___ Given entries ___

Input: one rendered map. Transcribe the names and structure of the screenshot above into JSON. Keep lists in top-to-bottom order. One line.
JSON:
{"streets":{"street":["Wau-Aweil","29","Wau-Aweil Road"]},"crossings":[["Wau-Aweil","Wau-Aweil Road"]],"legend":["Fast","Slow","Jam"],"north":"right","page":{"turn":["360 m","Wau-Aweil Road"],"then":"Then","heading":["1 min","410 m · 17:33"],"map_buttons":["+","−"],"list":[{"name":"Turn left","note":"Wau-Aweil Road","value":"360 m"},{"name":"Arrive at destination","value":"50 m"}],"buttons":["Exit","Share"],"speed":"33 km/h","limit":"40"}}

___
___ Given entries ___

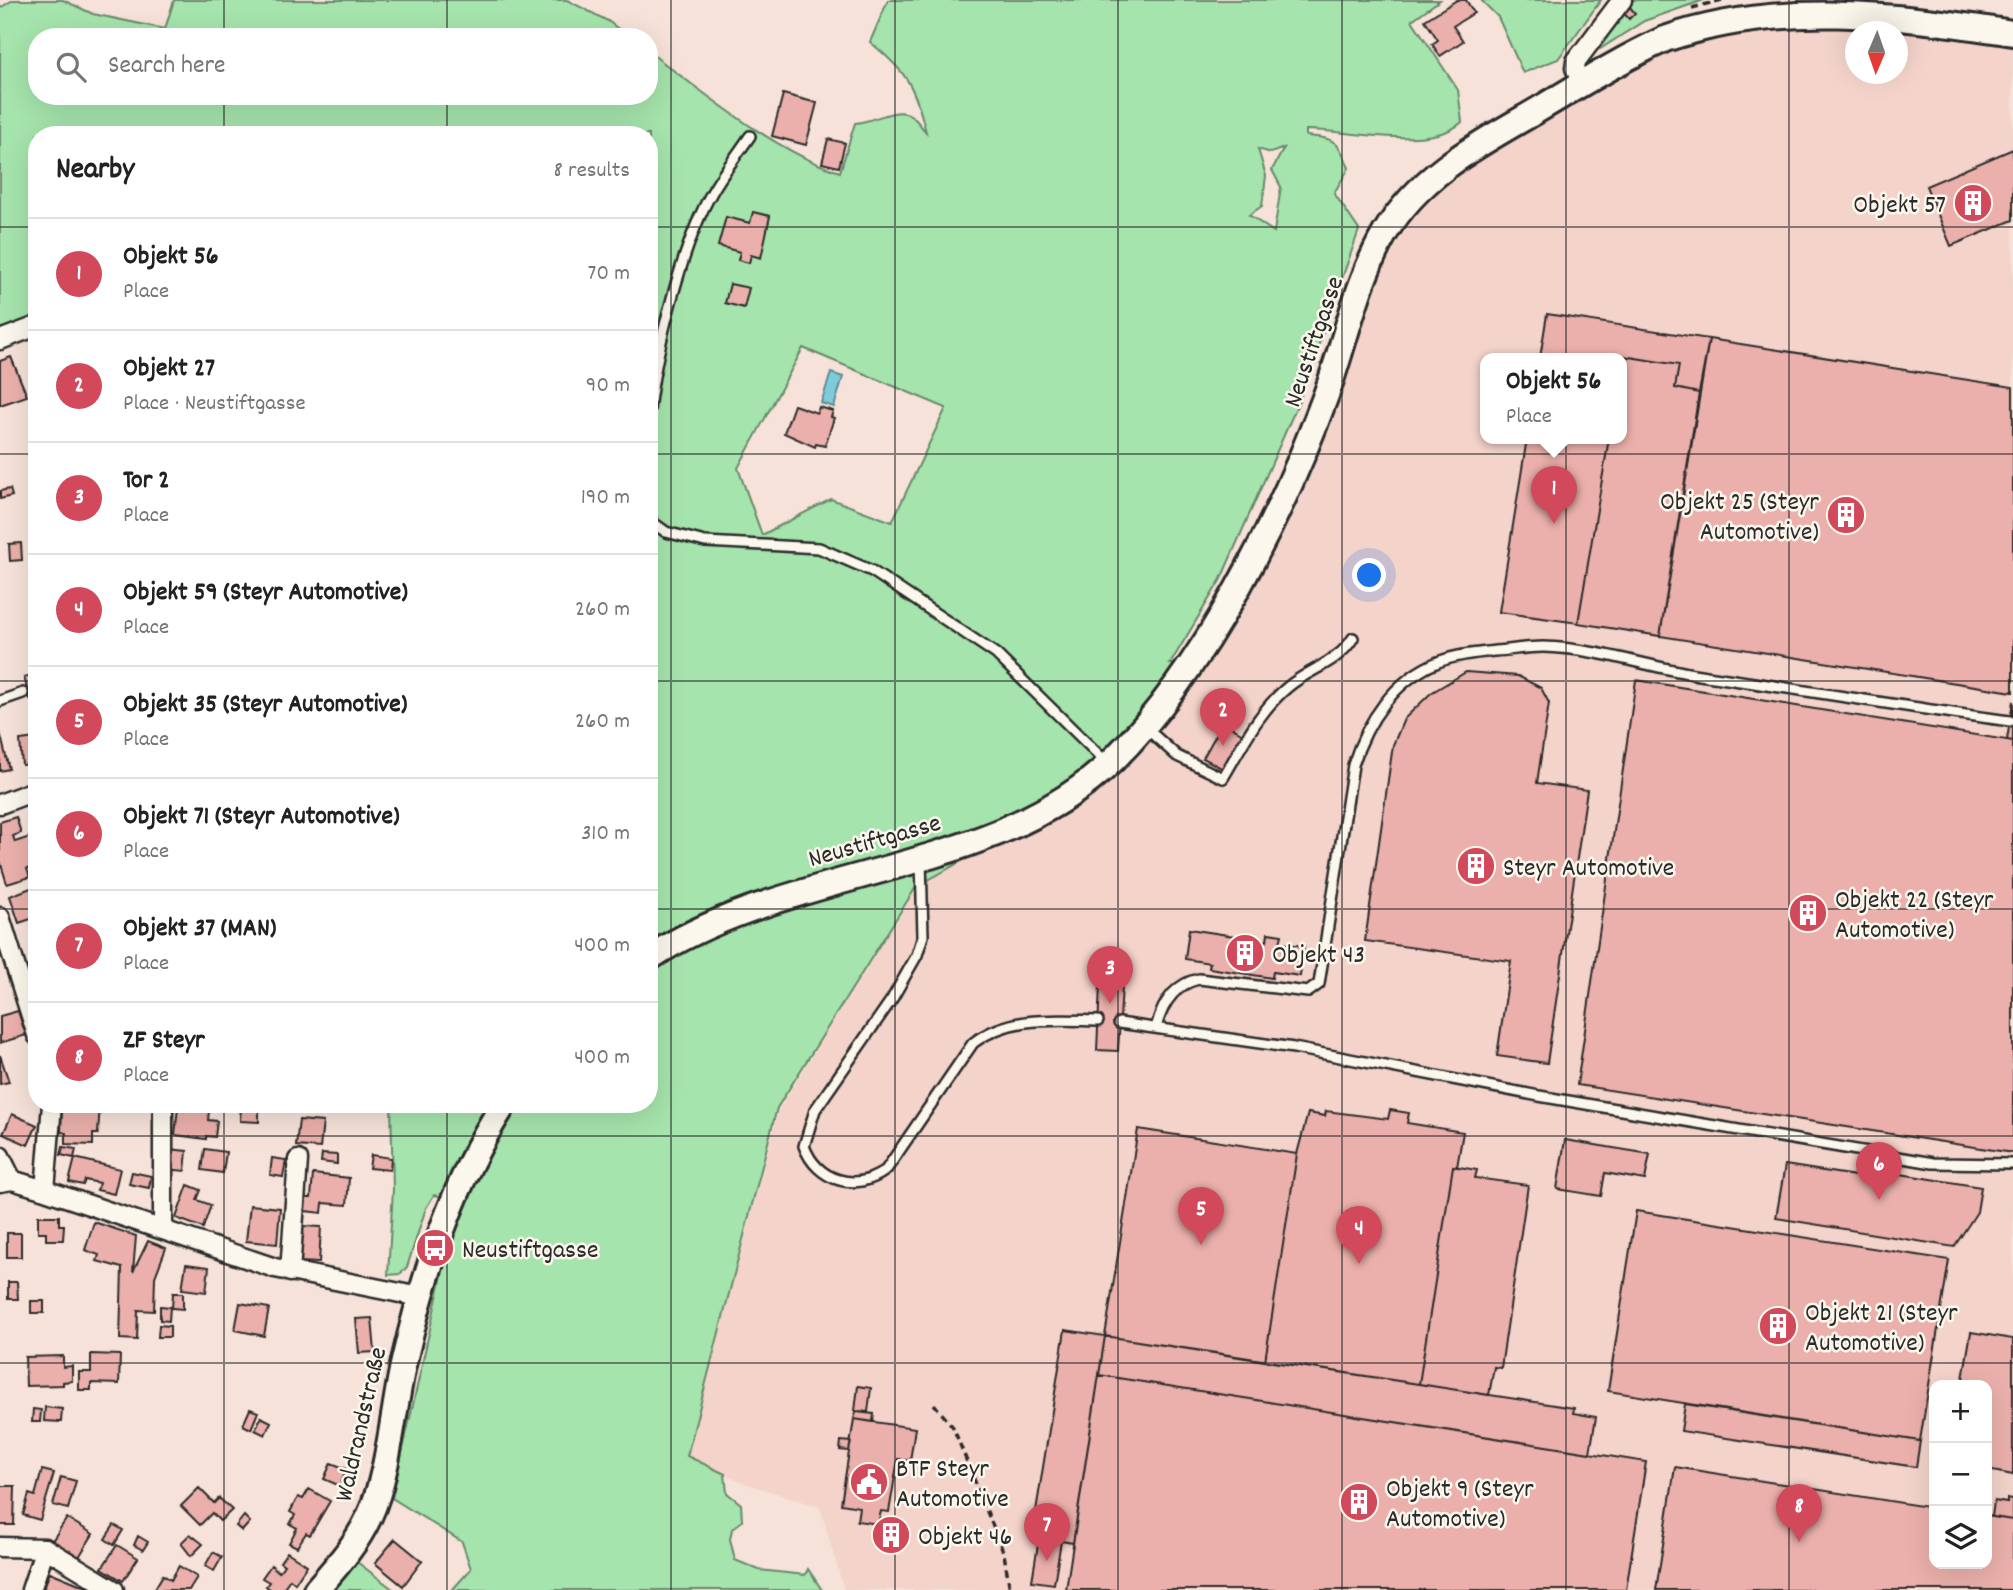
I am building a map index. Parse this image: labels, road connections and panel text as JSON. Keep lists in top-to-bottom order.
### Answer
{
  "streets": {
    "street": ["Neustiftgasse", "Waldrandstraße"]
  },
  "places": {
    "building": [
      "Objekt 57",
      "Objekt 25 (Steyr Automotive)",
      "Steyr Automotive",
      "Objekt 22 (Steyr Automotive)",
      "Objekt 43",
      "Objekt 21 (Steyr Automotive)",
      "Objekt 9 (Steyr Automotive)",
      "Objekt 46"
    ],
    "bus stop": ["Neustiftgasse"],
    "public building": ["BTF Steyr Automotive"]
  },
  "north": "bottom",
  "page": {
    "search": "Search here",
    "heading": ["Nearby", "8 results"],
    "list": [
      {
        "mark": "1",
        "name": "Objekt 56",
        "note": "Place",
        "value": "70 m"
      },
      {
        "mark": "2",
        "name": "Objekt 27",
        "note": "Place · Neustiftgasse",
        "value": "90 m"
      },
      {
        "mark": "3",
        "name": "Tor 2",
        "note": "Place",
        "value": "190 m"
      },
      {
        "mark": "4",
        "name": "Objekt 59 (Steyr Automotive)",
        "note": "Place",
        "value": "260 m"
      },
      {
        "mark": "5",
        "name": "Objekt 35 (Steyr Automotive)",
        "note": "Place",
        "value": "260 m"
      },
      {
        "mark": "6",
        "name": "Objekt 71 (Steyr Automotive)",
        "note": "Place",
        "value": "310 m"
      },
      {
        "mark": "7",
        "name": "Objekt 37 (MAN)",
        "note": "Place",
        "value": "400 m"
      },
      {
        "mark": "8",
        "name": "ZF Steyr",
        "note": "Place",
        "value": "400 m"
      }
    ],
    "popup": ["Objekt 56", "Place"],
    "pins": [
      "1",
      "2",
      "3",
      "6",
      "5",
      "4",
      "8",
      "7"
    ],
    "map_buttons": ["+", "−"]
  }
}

___
___ Given entries ___

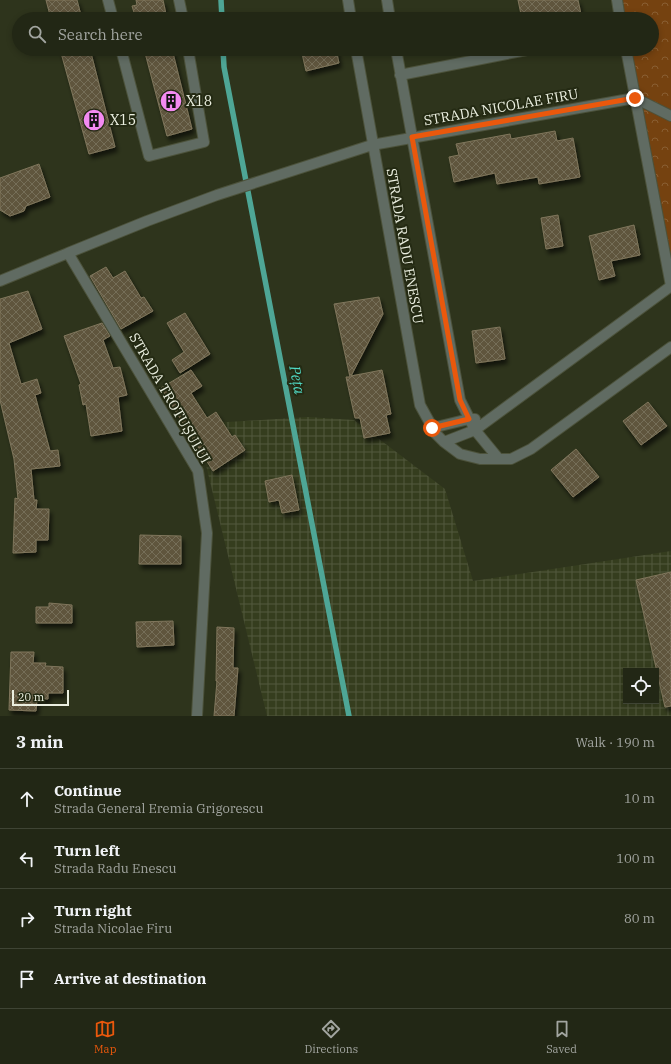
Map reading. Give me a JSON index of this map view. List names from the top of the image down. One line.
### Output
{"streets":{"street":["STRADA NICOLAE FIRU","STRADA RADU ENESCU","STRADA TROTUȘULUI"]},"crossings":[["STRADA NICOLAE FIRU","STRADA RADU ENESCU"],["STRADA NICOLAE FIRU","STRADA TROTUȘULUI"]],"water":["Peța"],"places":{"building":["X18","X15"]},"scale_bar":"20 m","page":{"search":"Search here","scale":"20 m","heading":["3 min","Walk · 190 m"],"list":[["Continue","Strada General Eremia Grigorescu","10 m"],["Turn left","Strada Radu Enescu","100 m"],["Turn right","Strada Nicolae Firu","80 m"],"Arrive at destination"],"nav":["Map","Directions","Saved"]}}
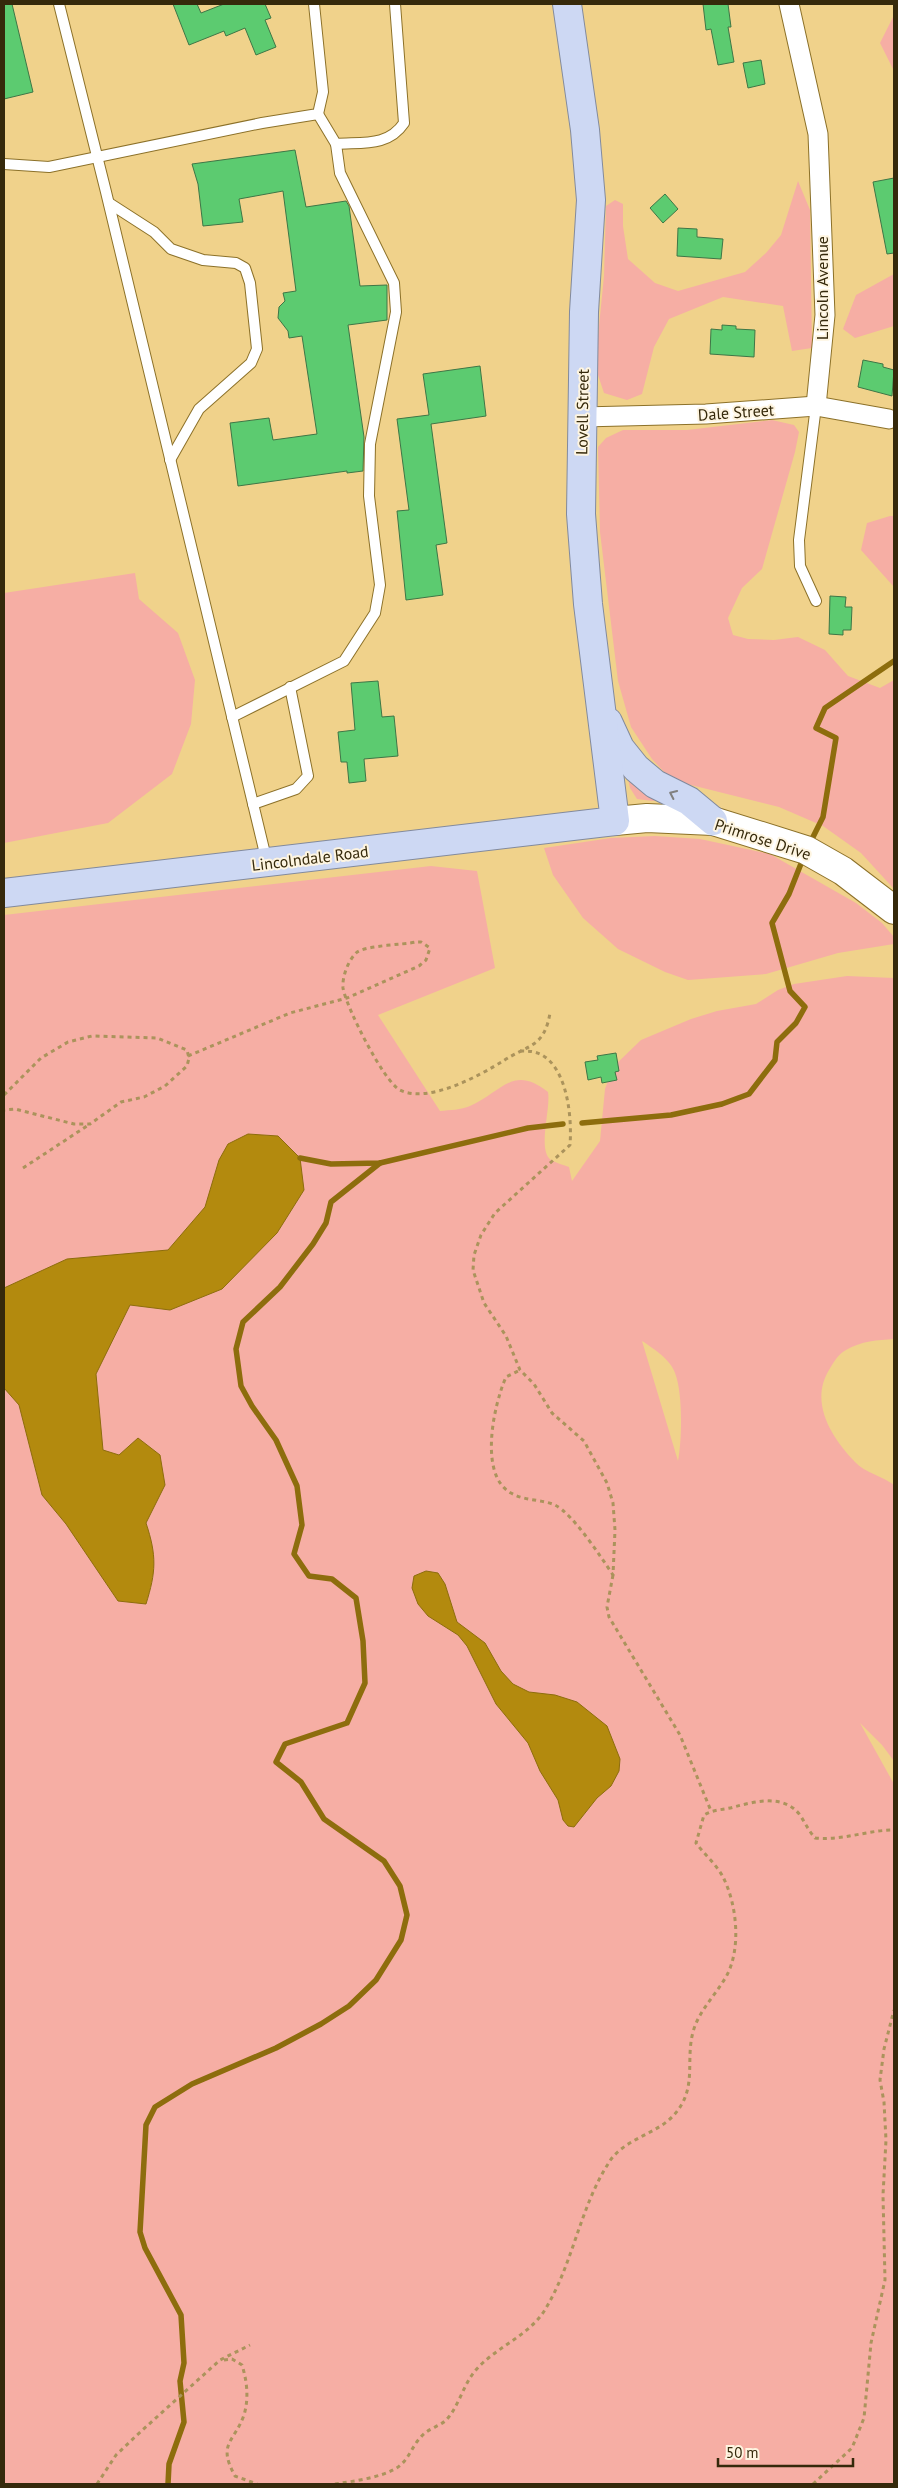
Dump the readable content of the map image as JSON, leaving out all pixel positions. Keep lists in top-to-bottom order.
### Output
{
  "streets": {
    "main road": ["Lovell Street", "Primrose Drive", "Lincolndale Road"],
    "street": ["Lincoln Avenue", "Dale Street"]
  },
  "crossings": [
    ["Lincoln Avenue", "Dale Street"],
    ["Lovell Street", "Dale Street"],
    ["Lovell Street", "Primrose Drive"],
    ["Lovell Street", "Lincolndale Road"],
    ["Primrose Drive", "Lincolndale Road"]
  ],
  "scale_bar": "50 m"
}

___

__Work item__: Locate the word "image" in the records and collect each line it appears in.

__Problem solution__:
I am building a map index. Parse this image: labels, road connections and panel text as JSON. Keep lists in top-to-bottom order.
Map reading. Give me a JSON index of this map view. List names from the top of the image down. One line.
Dump the readable content of the map image as JSON, leaving out all pixel positions. Keep lists in top-to-bottom order.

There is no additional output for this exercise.